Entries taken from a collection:
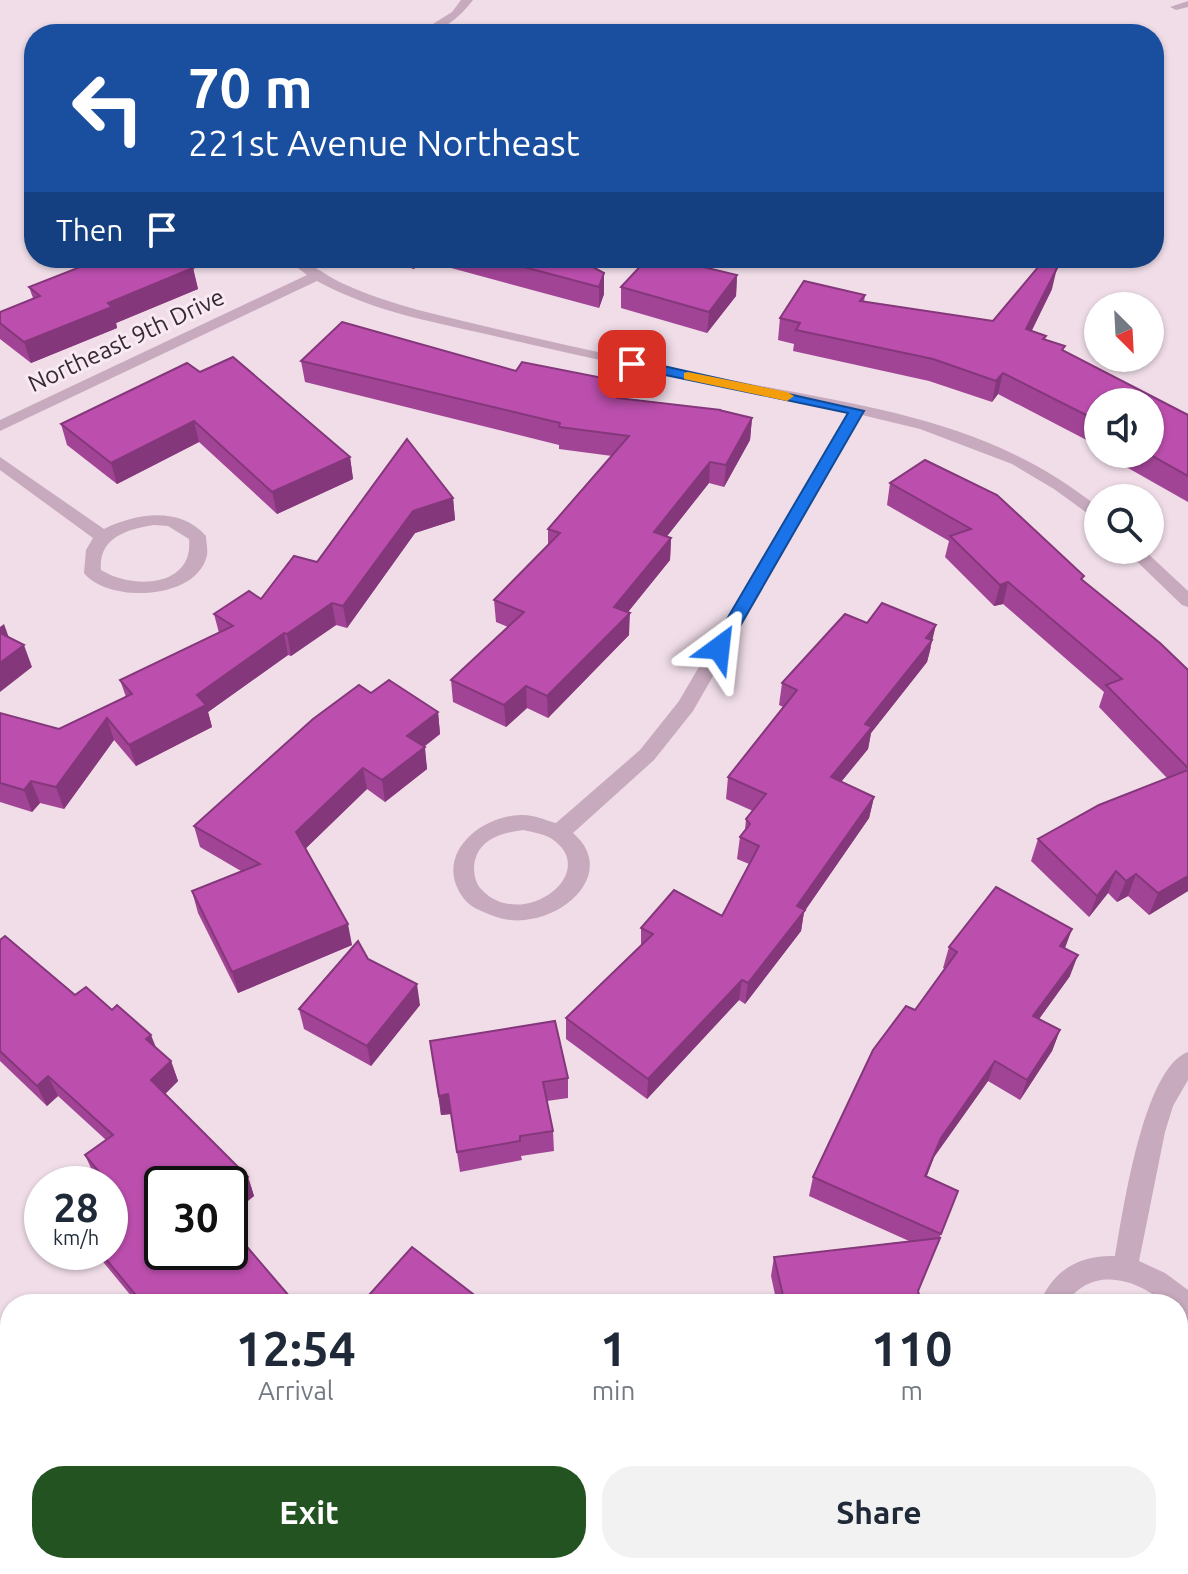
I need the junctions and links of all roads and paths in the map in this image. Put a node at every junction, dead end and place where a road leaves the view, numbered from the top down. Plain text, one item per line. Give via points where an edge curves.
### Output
1 (467, 0) edge
2 (440, 24) edge
3 (304, 268) edge
4 (315, 277) junction
5 (856, 411) junction
6 (0, 426) edge
7 (0, 462) edge
8 (1084, 505) edge
9 (103, 537) junction
10 (1149, 564) edge
11 (1188, 601) edge
12 (560, 832) junction
13 (1188, 1062) edge
14 (1125, 1268) junction
15 (1056, 1294) edge
16 (1176, 1294) edge

1 - 2 street
3 - 4 street
4 - 5 street via 391,308
4 - 6 street, Northeast 9th Drive
5 - 8 street via 990,446 1041,472
5 - 12 street via 686,706 647,755
7 - 9 street
9 - 9 street via 90,561 93,573 118,588 156,587 175,580 198,559 201,547 187,527 172,521 136,522
10 - 11 street
12 - 12 street via 523,822 486,832 464,858 469,890 481,902 519,913 558,902 572,890 580,859
13 - 14 street via 1153,1129
14 - 15 street via 1098,1266 1075,1275
14 - 16 street via 1152,1277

TASK BRIEF — Could you please return the entries above exactly, minus the pictures?

YOUR RESPONSE —
I need the junctions and links of all roads and paths in the map in this image. Put a node at every junction, dead end and place where a road leaves the view, numbered from the top down. Plain text, one item per line. Give via points where an edge curves.
### Output
1 (467, 0) edge
2 (440, 24) edge
3 (304, 268) edge
4 (315, 277) junction
5 (856, 411) junction
6 (0, 426) edge
7 (0, 462) edge
8 (1084, 505) edge
9 (103, 537) junction
10 (1149, 564) edge
11 (1188, 601) edge
12 (560, 832) junction
13 (1188, 1062) edge
14 (1125, 1268) junction
15 (1056, 1294) edge
16 (1176, 1294) edge

1 - 2 street
3 - 4 street
4 - 5 street via 391,308
4 - 6 street, Northeast 9th Drive
5 - 8 street via 990,446 1041,472
5 - 12 street via 686,706 647,755
7 - 9 street
9 - 9 street via 90,561 93,573 118,588 156,587 175,580 198,559 201,547 187,527 172,521 136,522
10 - 11 street
12 - 12 street via 523,822 486,832 464,858 469,890 481,902 519,913 558,902 572,890 580,859
13 - 14 street via 1153,1129
14 - 15 street via 1098,1266 1075,1275
14 - 16 street via 1152,1277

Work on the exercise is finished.